Muchas gracias, Tomas! I’m currently working on this exactly: a fifth controller mode called ”Slider” with a lot of options like choosing numbers of lanes, pitch bend, default values, etc. Plus other things that would be helpful for composers. 

I hope to have a beta version in a month so people could test it. I’m still coding


----------



## Tomas Simon (Apr 12, 2018)

Thanks for the quick response! Will you include the option to remove all other buttons from the trackpad to use it as the only mode if you want? Just to use as much space as possible for the lanes.


----------



## Golden Frog (Apr 12, 2018)

Tomas Simon said:


> Thanks for the quick response! Will you include the option to remove all other buttons from the trackpad to use it as the only mode if you want? Just to use as much space as possible for the lanes.

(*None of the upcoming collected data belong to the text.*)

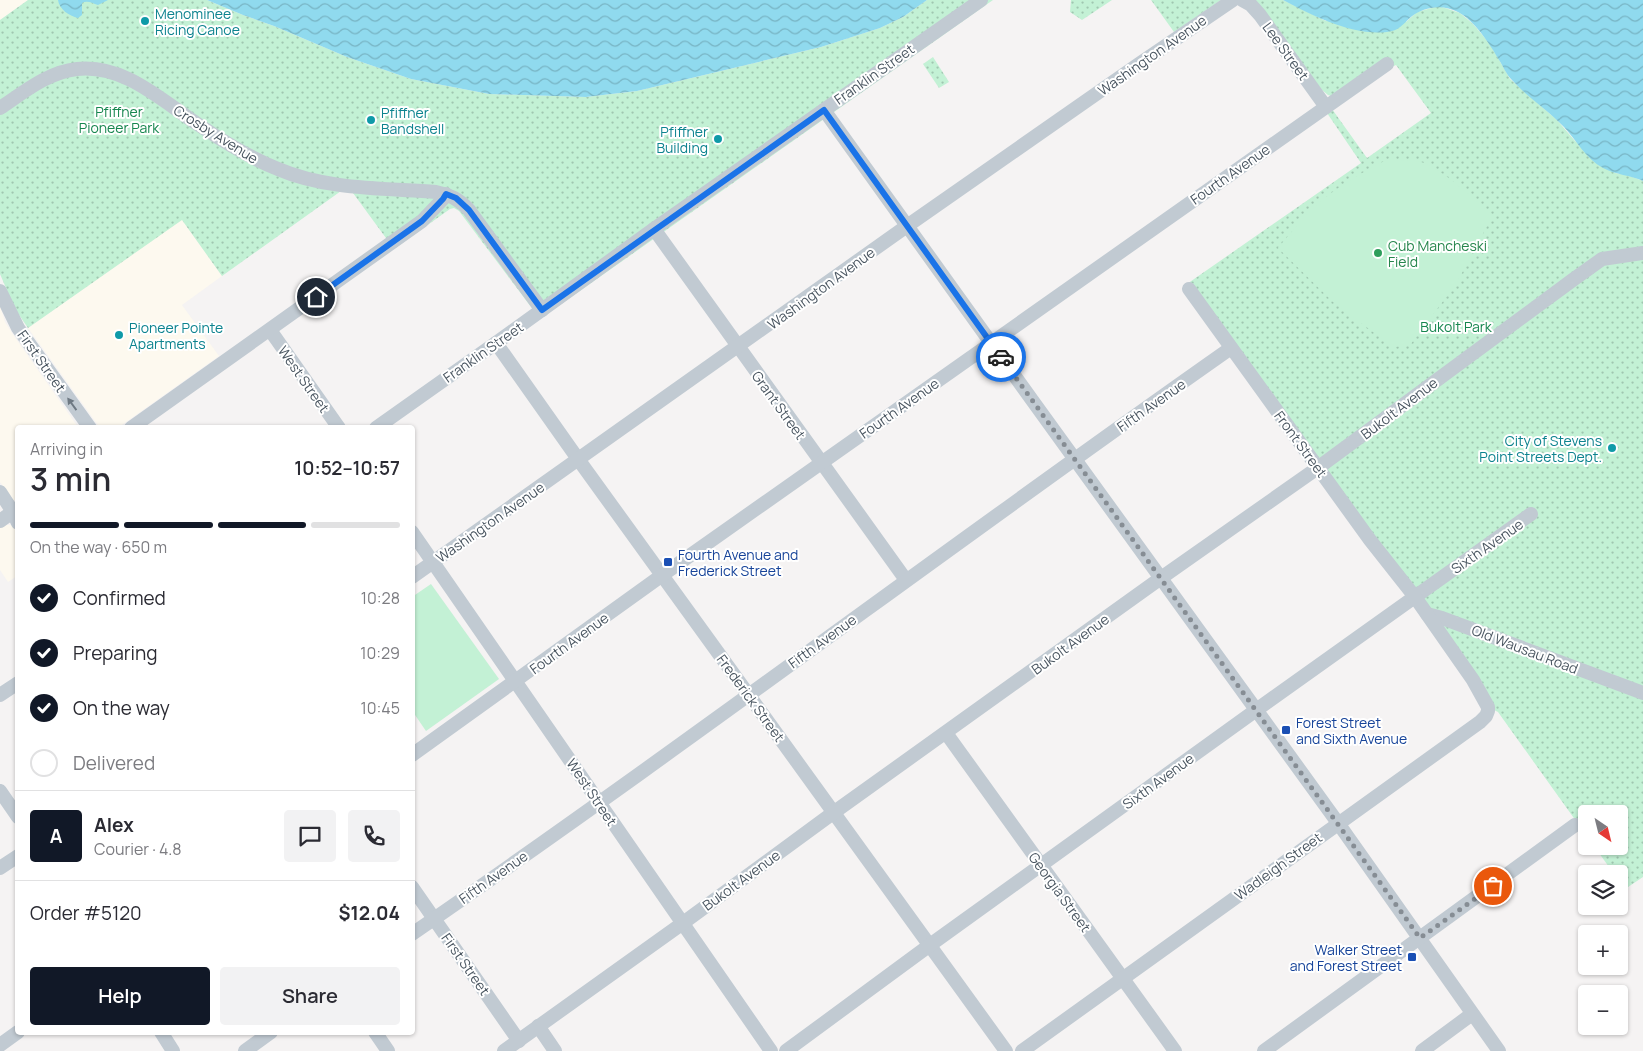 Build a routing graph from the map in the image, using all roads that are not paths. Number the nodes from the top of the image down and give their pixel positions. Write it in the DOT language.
graph roads {
  1 [pos="981,0"];
  2 [pos="1235,0"];
  3 [pos="1387,64"];
  4 [pos="1326,107"];
  5 [pos="0,108"];
  6 [pos="824,110"];
  7 [pos="446,194"];
  8 [pos="907,226"];
  9 [pos="654,229"];
  10 [pos="1643,253"];
  11 [pos="1189,289"];
  12 [pos="0,292"];
  13 [pos="542,310"];
  14 [pos="270,330"];
  15 [pos="496,343"];
  16 [pos="992,343"];
  17 [pos="738,347"];
  18 [pos="1231,348"];
  19 [pos="88,425"];
  20 [pos="135,425"];
  21 [pos="337,425"];
  22 [pos="380,425"];
  23 [pos="1075,458"];
  24 [pos="578,459"];
  25 [pos="821,463"];
  26 [pos="1319,467"];
  27 [pos="0,492"];
  28 [pos="15,513"];
  29 [pos="15,514"];
  30 [pos="1531,514"];
  31 [pos="0,521"];
  32 [pos="415,536"];
  33 [pos="433,562"];
  34 [pos="415,575"];
  35 [pos="662,576"];
  36 [pos="1161,578"];
  37 [pos="906,580"];
  38 [pos="1415,597"];
  39 [pos="1427,614"];
  40 [pos="516,682"];
  41 [pos="15,685"];
  42 [pos="1643,693"];
  43 [pos="749,694"];
  44 [pos="0,695"];
  45 [pos="1256,710"];
  46 [pos="946,733"];
  47 [pos="415,753"];
  48 [pos="0,791"];
  49 [pos="599,802"];
  50 [pos="15,813"];
  51 [pos="833,813"];
  52 [pos="1338,822"];
  53 [pos="1575,825"];
  54 [pos="15,858"];
  55 [pos="1041,866"];
  56 [pos="0,868"];
  57 [pos="415,891"];
  58 [pos="434,919"];
  59 [pos="683,923"];
  60 [pos="415,932"];
  61 [pos="1420,938"];
  62 [pos="930,945"];
  63 [pos="1122,979"];
  64 [pos="1472,1014"];
  65 [pos="538,1026"];
  66 [pos="15,1034"];
  67 [pos="163,1035"];
  68 [pos="267,1035"];
  69 [pos="377,1035"];
  70 [pos="519,1041"];
  71 [pos="0,1045"];
  72 [pos="173,1051"];
  73 [pos="245,1051"];
  74 [pos="388,1051"];
  75 [pos="504,1051"];
  76 [pos="555,1051"];
  77 [pos="771,1051"];
  78 [pos="786,1051"];
  79 [pos="1006,1051"];
  80 [pos="1022,1051"];
  81 [pos="1175,1051"];
  82 [pos="1264,1051"];
  83 [pos="1422,1051"];
  84 [pos="1499,1051"];
  1 -- 6 [label="street, Franklin Street"];
  2 -- 4 [label="street, Lee Street"];
  2 -- 8 [label="street, Washington Avenue"];
  3 -- 4 [label="street, Fourth Avenue"];
  4 -- 16 [label="street, Fourth Avenue"];
  5 -- 7 [label="street, Crosby Avenue"];
  6 -- 8 [label="street"];
  6 -- 9 [label="street, Franklin Street"];
  7 -- 13 [label="street, Crosby Avenue"];
  7 -- 14 [label="street"];
  8 -- 16 [label="street"];
  8 -- 17 [label="street, Washington Avenue"];
  9 -- 13 [label="street, Franklin Street"];
  9 -- 17 [label="street, Grant Street"];
  10 -- 26 [label="street, Bukolt Avenue"];
  11 -- 18 [label="street, Front Street"];
  19 -- 12 [label="street, First Street, one-way"];
  13 -- 15 [label="street, Franklin Street"];
  14 -- 20 [label="street"];
  14 -- 21 [label="street, West Street"];
  15 -- 22 [label="street, Franklin Street"];
  15 -- 24 [label="street, Frederick Street"];
  16 -- 23 [label="street"];
  16 -- 25 [label="street, Fourth Avenue"];
  17 -- 24 [label="street, Washington Avenue"];
  17 -- 25 [label="street, Grant Street"];
  18 -- 23 [label="street, Fifth Avenue"];
  18 -- 26 [label="street, Front Street"];
  23 -- 36 [label="street"];
  23 -- 37 [label="street, Fifth Avenue"];
  24 -- 33 [label="street, Washington Avenue"];
  24 -- 35 [label="street, Frederick Street"];
  25 -- 35 [label="street, Fourth Avenue"];
  25 -- 37 [label="street, Grant Street"];
  26 -- 36 [label="street, Bukolt Avenue"];
  26 -- 38 [label="street, Front Street"];
  27 -- 28 [label="street"];
  29 -- 31 [label="street"];
  30 -- 38 [label="street, Sixth Avenue"];
  32 -- 33 [label="street, West Street"];
  33 -- 34 [label="street, Washington Avenue"];
  33 -- 40 [label="street, West Street"];
  35 -- 40 [label="street, Fourth Avenue"];
  35 -- 43 [label="street, Frederick Street"];
  36 -- 45 [label="street"];
  36 -- 46 [label="street, Bukolt Avenue"];
  37 -- 43 [label="street, Fifth Avenue"];
  38 -- 39 [label="street"];
  38 -- 45 [label="street, Sixth Avenue"];
  39 -- 42 [label="street, Old Wausau Road"];
  39 -- 52 [label="street, Wadleigh Street"];
  40 -- 47 [label="street, Fourth Avenue"];
  40 -- 49 [label="street, West Street"];
  41 -- 44 [label="street"];
  43 -- 49 [label="street, Fifth Avenue"];
  43 -- 51 [label="street, Frederick Street"];
  45 -- 52 [label="street"];
  45 -- 55 [label="street, Sixth Avenue"];
  46 -- 51 [label="street, Bukolt Avenue"];
  46 -- 55 [label="street, Georgia Street"];
  48 -- 50 [label="street"];
  49 -- 58 [label="street, Fifth Avenue"];
  49 -- 59 [label="street, West Street"];
  51 -- 59 [label="street, Bukolt Avenue"];
  51 -- 62 [label="street, Frederick Street"];
  52 -- 61 [label="street"];
  52 -- 63 [label="street, Wadleigh Street"];
  53 -- 61 [label="street"];
  54 -- 56 [label="street"];
  55 -- 62 [label="street, Sixth Avenue"];
  55 -- 63 [label="street, Georgia Street"];
  57 -- 58 [label="street, First Street"];
  58 -- 60 [label="street, Fifth Avenue"];
  58 -- 70 [label="street, First Street"];
  59 -- 65 [label="street, Bukolt Avenue"];
  59 -- 77 [label="street, West Street"];
  61 -- 64 [label="street"];
  61 -- 82 [label="street"];
  62 -- 78 [label="street, Sixth Avenue"];
  62 -- 79 [label="street, Frederick Street"];
  63 -- 80 [label="street, Wadleigh Street"];
  63 -- 81 [label="street, Georgia Street"];
  64 -- 83 [label="street"];
  64 -- 84 [label="street"];
  65 -- 70 [label="street, Bukolt Avenue"];
  65 -- 76 [label="street"];
  66 -- 71 [label="street"];
  67 -- 72 [label="street"];
  68 -- 73 [label="street"];
  69 -- 74 [label="street"];
  70 -- 75 [label="street, Bukolt Avenue"];
} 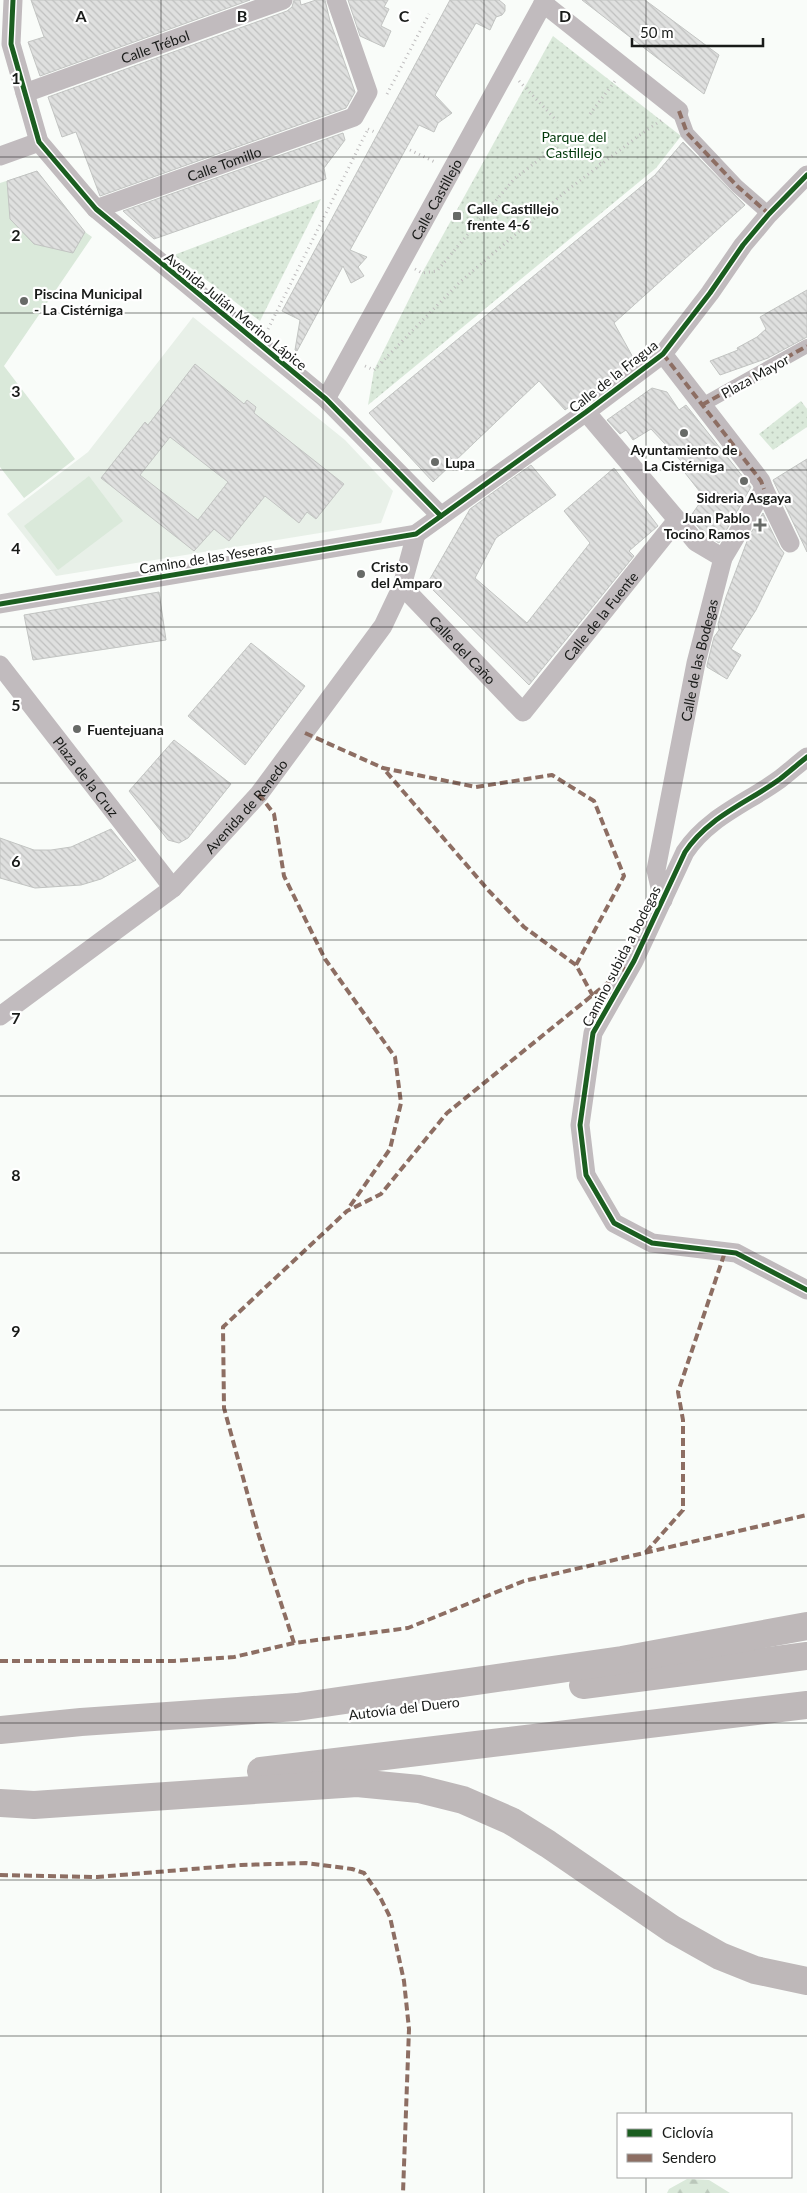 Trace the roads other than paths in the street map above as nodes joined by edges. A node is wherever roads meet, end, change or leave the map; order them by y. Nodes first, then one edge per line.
1 (12, 0) edge
2 (283, 0) edge
3 (336, 0) edge
4 (544, 2) edge
5 (25, 93) junction
6 (679, 111) joint
7 (40, 142) junction
8 (0, 156) edge
9 (807, 175) edge
10 (96, 210) junction
11 (769, 214) junction
12 (807, 346) edge
13 (663, 354) junction
14 (326, 399) junction
15 (702, 405) junction
16 (586, 412) junction
17 (764, 489) junction
18 (441, 516) junction
19 (677, 520) junction
20 (416, 534) junction
21 (790, 543) dead end
22 (723, 558) junction
23 (402, 586) junction
24 (0, 604) edge
25 (0, 665) edge
26 (523, 712) joint
27 (807, 757) edge
28 (173, 888) junction
29 (662, 900) junction
30 (0, 1016) edge
31 (807, 1290) edge
32 (807, 1626) edge
33 (807, 1656) edge
34 (807, 1705) edge
35 (0, 1730) edge
36 (0, 1739) edge
37 (0, 1790) edge
38 (0, 1803) edge
39 (807, 1982) edge

1 - 5 street
2 - 5 street, Calle Trébol
3 - 10 street, Calle Tomillo
4 - 6 street
4 - 14 street, Calle Castillejo
5 - 7 street
6 - 11 street
7 - 8 street
7 - 10 street, Avenida Julián Merino Lápice
9 - 11 street, Calle de la Fragua
10 - 14 street, Avenida Julián Merino Lápice
11 - 13 street, Calle de la Fragua
12 - 15 street, Plaza Mayor
13 - 15 street
13 - 16 street, Calle de la Fragua
14 - 18 street, Avenida Julián Merino Lápice
15 - 17 street
16 - 18 street, Calle de la Fragua
16 - 19 street
17 - 21 street
17 - 22 street, Calle de las Bodegas
18 - 20 street, Calle de la Fragua
19 - 22 street
19 - 26 street, Calle de la Fuente
20 - 23 street, Avenida de Renedo
20 - 24 street, Camino de las Yeseras
22 - 29 street, Calle de las Bodegas
23 - 26 street, Calle del Caño
23 - 28 street, Avenida de Renedo
25 - 28 street, Plaza de la Cruz
27 - 29 street, Camino subida a bodegas
28 - 30 street, Avenida de Renedo
29 - 31 street, Camino subida a bodegas
32 - 35 highway
33 - 36 highway, Autovía del Duero
34 - 37 highway
38 - 39 highway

Yes. The Slider mode will only have the number of lanes you choose; no other buttons over the trackpad.


----------



## Tomas Simon (Apr 12, 2018)

Great! Just what I need.


----------



## Cinebient (Apr 12, 2018)

Is it possible to use polyphonic pressures/aftertouch like 3D touch on iPhones with force touch trackpads?
Or is it mono only?


----------



## Golden Frog (Apr 12, 2018)

Cinebient said:


> Is it possible to use polyphonic pressures/aftertouch like 3D touch on iPhones with force touch trackpads?
> Or is it mono only?



For the moment it is global aftertouch (mono). As far as I know, the force touch mechanism on the trackpad is global, meaning that it doesn’t differentiate which finger is applying the pressure. I don’t know if polyhonic aftertouch could be possible. I’ll have to do a research.


----------



## Josh Richman (Apr 12, 2018)

Will consider purchasing once video reviews & demos of the next version are released.


----------



## Golden Frog (May 11, 2018)

Hi. As I promised before, today I’m releasing a new version of AudioSwift as a public beta so people interested can try it out. It includes the Slider Mode, a new controller for composer, sound designers and mobile producers that divides the trackpad into virtual sliders. With version 1.4.0 beta you can:

Divide the trackpad in 1 to 4 sliders and send CC or Pitch Bend MIDI messages.
Use three sliders at the same time. Up to 12 sliders can be configured and grouped together in different banks.
Set default values and let the slider automatically return to those values.
Write labels to each slider at the Console Window.
Choose the format for each slider: Absolute, Relative A, Relative B and the new Regular format.
Change the sensitivity of the sliders.
Turn on the AudioSwift Console temporarily using the shift key.
Watch the new Slider Mode Tutorial​
If you've subscribed to my mailing list before, I’m sending you the download links in just a moment. New users can find the information at our website.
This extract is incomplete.